In 1964, a student asking for advice about what field to go into probably would have been given the one word answer “Space”.
Fifty years ago, predicting that mankind would continue to expand our exploration of space was as obvious as saying the Sun was going to rise in the east the next morning. The United States, believing itself in competition with the Soviet Union, was spending billions of dollars every year to develop new rockets, to retrofit old military missiles for peaceful exploration of space, and to develop long-term space travel abilities. It seemed obvious to everyone that after such an intense investment in outer space, there was no way the world would back away from long-term exploration of the solar system.
The expected development path could be seen most clearly in Stanley Kubrock and Arthur C. Clarke’s movie 2001: A Space Odyssey, which was beginning preproduction just around the time of the end of the 1964 World’s Fair. 2001 showed a future in which governmental monopolies of space would be augmented by corporate partners. The Space Shuttle shown in the movie is owned, or at least operated by, Pan American World Airways. Hilton Hotels, the Howard Johnson’s restaurant chain, and AT&T picture phones can be found in an orbiting space station that’s run not by the military, but by a bureaucrat in a tight fitting suit. And the most important thing about 2001 is that the movie is not about “how we got into space”. Kubrick and Clarke (who were writing the movie in New York City during the 1964 World’s Fair), accepted the premise that we just would go.

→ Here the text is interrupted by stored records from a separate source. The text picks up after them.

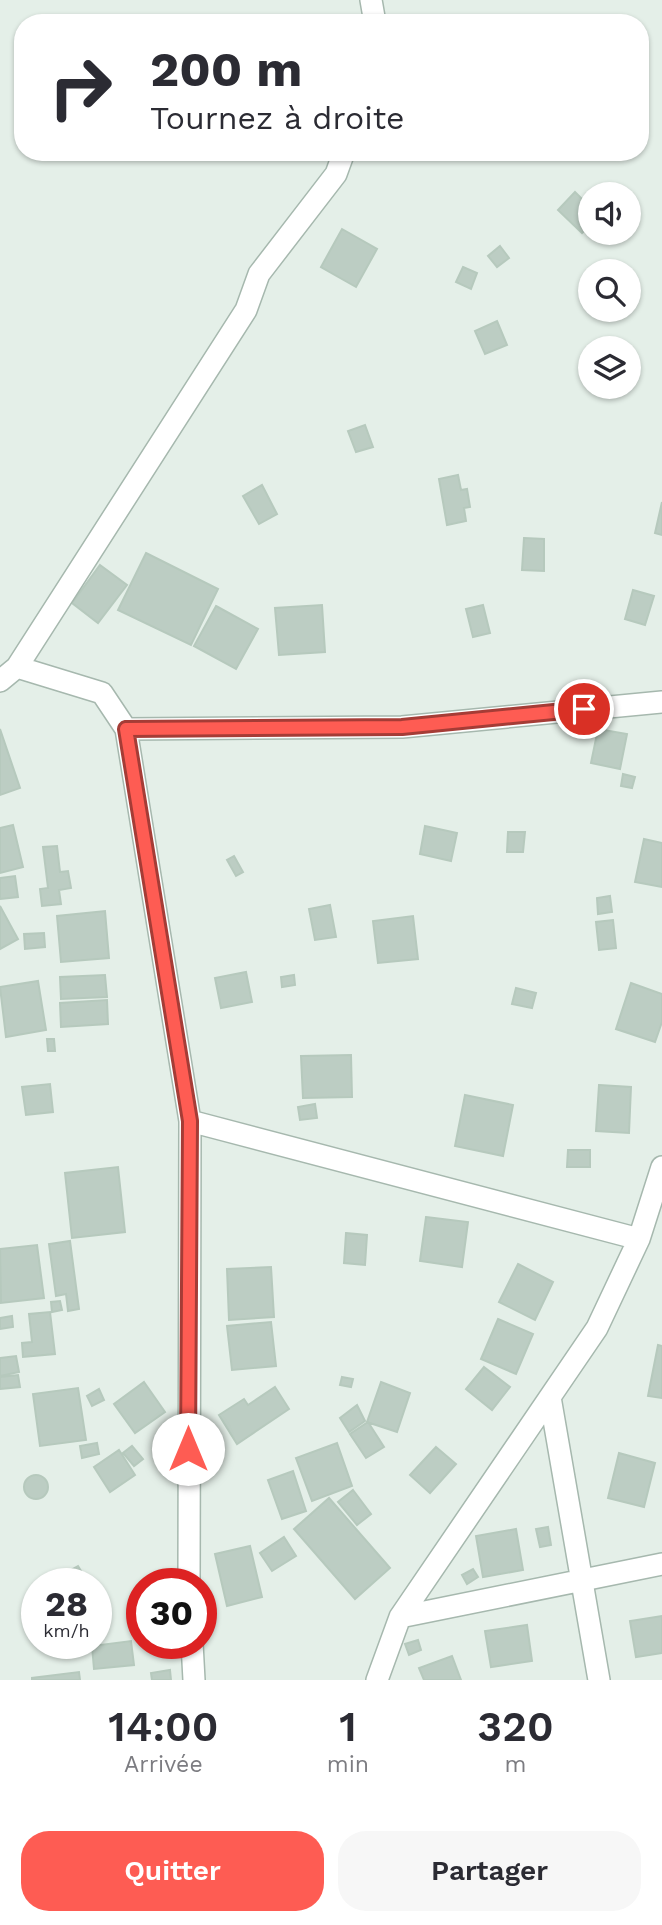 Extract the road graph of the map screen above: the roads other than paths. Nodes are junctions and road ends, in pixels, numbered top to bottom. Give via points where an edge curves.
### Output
1 (341, 161) edge
2 (17, 667) junction
3 (0, 681) edge
4 (662, 702) edge
5 (126, 729) junction
6 (190, 1121) junction
7 (662, 1167) edge
8 (639, 1239) junction
9 (550, 1397) junction
10 (662, 1564) edge
11 (189, 1568) edge
12 (583, 1580) junction
13 (400, 1617) junction
14 (193, 1659) edge
15 (194, 1680) edge
16 (377, 1680) edge
17 (599, 1680) edge

1 - 2 street via 336,174 259,274 246,310
2 - 3 street
2 - 5 street via 102,693
4 - 5 street via 402,727
5 - 6 street
6 - 8 street
6 - 11 street
7 - 8 street
8 - 9 street via 597,1328
9 - 12 street
9 - 13 street
10 - 12 street
12 - 13 street
12 - 17 street
13 - 16 street
14 - 15 street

The rockets in Rocket Park right outside the New York Hall of Science were meant to be springboards to that future, and they emphasized both the World’s Fair theme of “peace through understanding”. The two rockets currently on display, an Atlas D and a Titan II, were examples of swords being beaten into plowshares: both rockets had actually been developed as intercontinental ballistic missiles. Their original purpose was to be fitted with thermonuclear weapons and fly halfway around the world to destroy targets in the Soviet Union. The fact that they were now being used to boost astronauts into Earth orbit for peaceful purposes — the Atlas D for the Mercury space program, and the Titan for Gemini — filled World’s Fairgoers with hope for the future.
Unbeknownst to them as they were wandering through the fairgrounds, that hope was being strangled. By the mid 1960s, Congress, which had usually appropriated every penny NASA had asked for, started to close its purse. (The agency’s 1965 budget was the highest, in constant dollars, it would ever be — last year’s appropriation was half that.) Before long NASA found itself cutting moon landings, as well as nearly all long-term space development projects. Members of the Nixon administration who arranged the budget cuts were assured that the private sector would step in with their own space programs.
Then a really weird thing happened: the future didn’t. Without government as a full time broad-visioned partner, commercial development of space found itself limited to satellite launches. Pan-Am’s space shuttle, Orbital Hiltons, and Howard Johnson’s “Earthlight” dining room never happened.
But then makers stepped in. Thanks to crowdfunding, Makers are developing plasma jet engines for spacecraft and Arduino-based satellites, and everything from near-space balloons to lunar orbiters can be found on Rockethub.
World Maker Faire New York doesn’t have any rockets to offer (New York City has strict laws against firing rockets anywhere but a few designated locations), but futuristic flying fun abounds. Zone 4, home to both the Fly Zone and the Game of Drones, is definitely a place to check out.